YOUR TASK ->
What is needed here is an exact copy of every entry.
━━━ EXERCISE DATA
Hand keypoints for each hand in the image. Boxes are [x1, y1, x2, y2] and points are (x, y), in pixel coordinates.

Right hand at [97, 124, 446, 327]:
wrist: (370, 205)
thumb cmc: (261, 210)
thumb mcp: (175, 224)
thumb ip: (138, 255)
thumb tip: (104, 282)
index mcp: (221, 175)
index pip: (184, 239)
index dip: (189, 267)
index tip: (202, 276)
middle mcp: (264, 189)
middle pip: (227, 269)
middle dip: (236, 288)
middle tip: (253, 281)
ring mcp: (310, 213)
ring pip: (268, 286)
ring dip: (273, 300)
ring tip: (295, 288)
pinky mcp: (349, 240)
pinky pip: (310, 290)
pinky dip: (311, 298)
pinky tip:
━━━━━━
RESPONSE BOX ->
Hand keypoints for each hand in the image. Boxes are [x1, y1, x2, y2] and points are (x, y), in pixel coordinates.

Right hand at [97, 124, 446, 327]:
wrist: (370, 205)
thumb cmc: (261, 210)
thumb mcp: (175, 224)
thumb ip: (138, 255)
thumb tip: (104, 282)
index mcp: (221, 175)
index pip: (184, 239)
index dip: (189, 267)
index tip: (202, 276)
middle mcp: (264, 189)
middle pip: (227, 269)
middle dip: (236, 288)
middle tip: (253, 281)
ring mcp: (310, 213)
ring pip: (268, 286)
ring dip: (273, 300)
ring tip: (295, 288)
pinky mcp: (349, 240)
pinky pip: (310, 290)
pinky dip: (311, 298)
pinky tip:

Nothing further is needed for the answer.